# Stena tanker christened



## rushie (Jul 5, 2005)

From Stena Bulk - 

_Stena Bulk USA is hosting the Christening of the new Concordia Maritime P-MAX Vessel, Stena Performance; the fourth of ten in the P-MAX series.

Klas Eskilsson, head of Stena Bulk USA welcomed Hans Norén, President of Concordia Maritime, Kim Ullman, Executive Vice President and COO of Stena Bulk, along with other Stena executives and local dignitaries to the christening ceremony for Concordia Maritime’s new P-Max product tanker the Stena Performance.

Mrs.

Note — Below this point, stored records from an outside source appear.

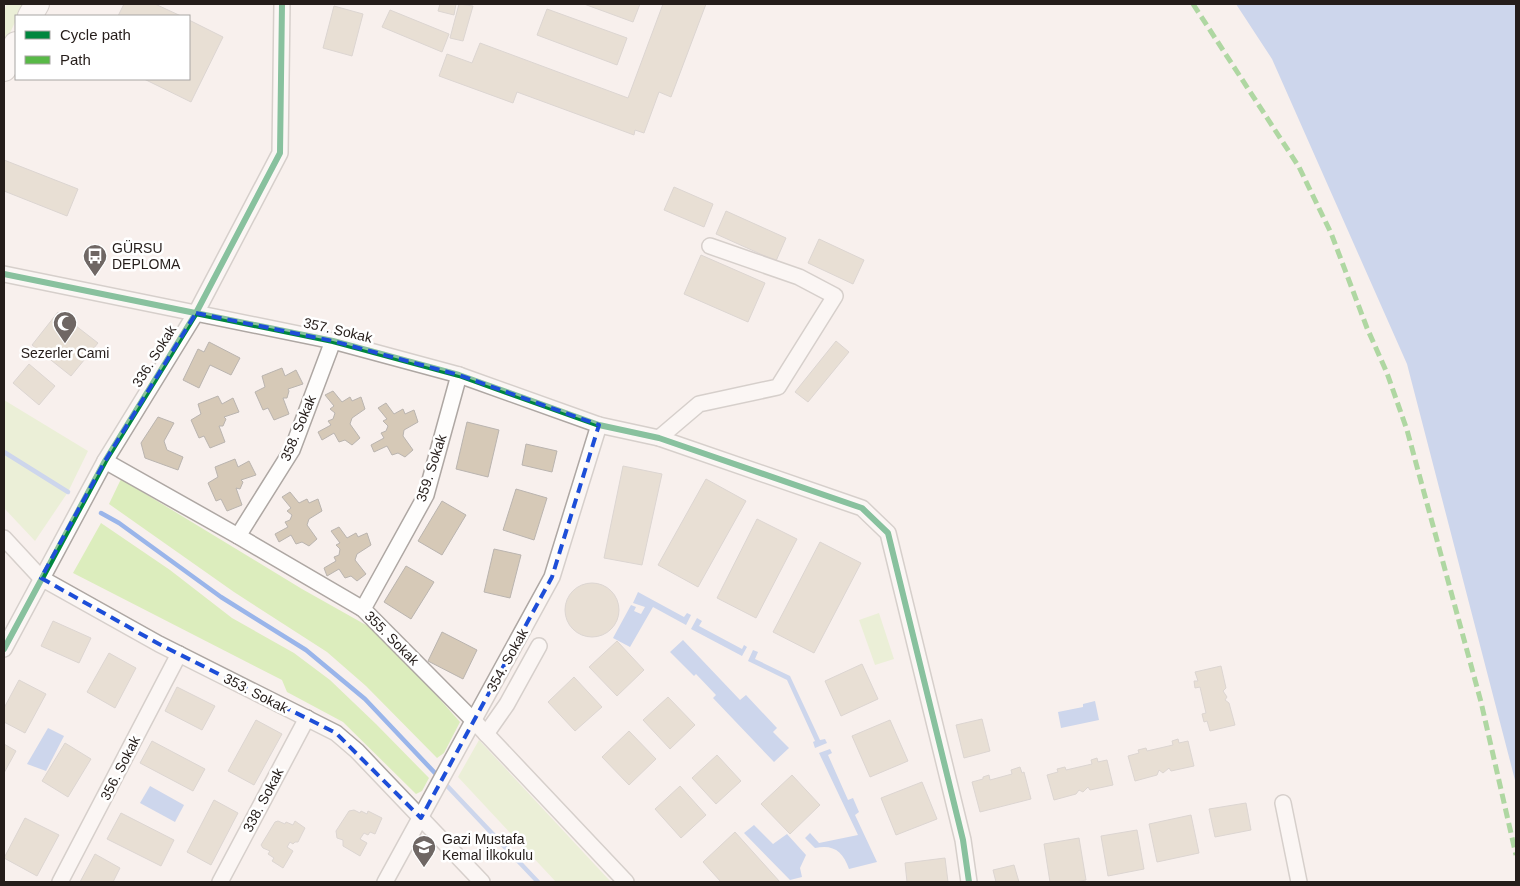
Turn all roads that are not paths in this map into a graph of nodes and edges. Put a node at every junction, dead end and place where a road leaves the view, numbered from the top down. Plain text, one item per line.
1 (37, 4) edge
2 (282, 4) edge
3 (31, 15) edge
4 (15, 46) edge
5 (4, 69) edge
6 (710, 246) dead end
7 (4, 274) edge
8 (196, 313) junction
9 (333, 341) junction
10 (459, 375) junction
11 (599, 425) junction
12 (659, 438) junction
13 (105, 461) junction
14 (238, 536) junction
15 (4, 538) edge
16 (41, 578) junction
17 (362, 609) junction
18 (539, 646) dead end
19 (4, 649) edge
20 (179, 654) junction
21 (307, 718) junction
22 (474, 721) junction
23 (486, 734) junction
24 (1283, 803) dead end
25 (421, 818) junction
26 (60, 882) edge
27 (220, 882) edge
28 (385, 882) edge
29 (482, 882) edge
30 (626, 882) edge
31 (969, 882) edge
32 (1299, 882) edge

1 - 3 main road
2 - 8 street, 336. Sokak
4 - 5 main road
6 - 12 street
7 - 8 street, 357. Sokak
8 - 9 street, 357. Sokak
8 - 13 street, 336. Sokak
9 - 10 street, 357. Sokak
9 - 14 street, 358. Sokak
10 - 11 street, 357. Sokak
10 - 17 street, 359. Sokak
11 - 12 street, 357. Sokak
11 - 22 street, 354. Sokak
12 - 31 street, 357. Sokak
13 - 14 street, 355. Sokak
13 - 16 street, 336. Sokak
14 - 17 street, 355. Sokak
15 - 16 street, 353. Sokak
16 - 19 street, 336. Sokak
16 - 20 street, 353. Sokak
17 - 22 street, 355. Sokak
18 - 23 street
20 - 21 street, 353. Sokak
20 - 26 street, 356. Sokak
21 - 25 street, 353. Sokak
21 - 27 street, 338. Sokak
22 - 23 street, 355. Sokak
22 - 25 street, 354. Sokak
23 - 30 street, 355. Sokak
24 - 32 street
25 - 28 street, 354. Sokak
25 - 29 street, 353. Sokak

Mary Uhles, wife of Captain Douglas Uhles of Hess Corporation, has agreed to act as god mother for Stena Performance. The vessel is on a five-year charter to Hess Corporation.

The ceremony took place at Cruise Ship Terminal at the Port of Charleston.

The Stena P-MAX has several features as a result of Stena and Concordia Maritime’s policy of building vessels with proactive safety as a central design criterion. 

Double hull, optimal corrosion control, two engine rooms with full fire and water integrity, redundant and separate systems for propulsion are vital safeguards for proactive safety. Add maneuverability and an integrated bridge layout to facilitate safe navigation in narrow waters. Sum up with a dedicated and well-trained crew and you have the Stena P-MAX – the safest product tanker ever.

Safety is more than an environmental issue. It is central to Stena and Concordia Maritime’s company values. Oil should always travel first class_

Rushie


----------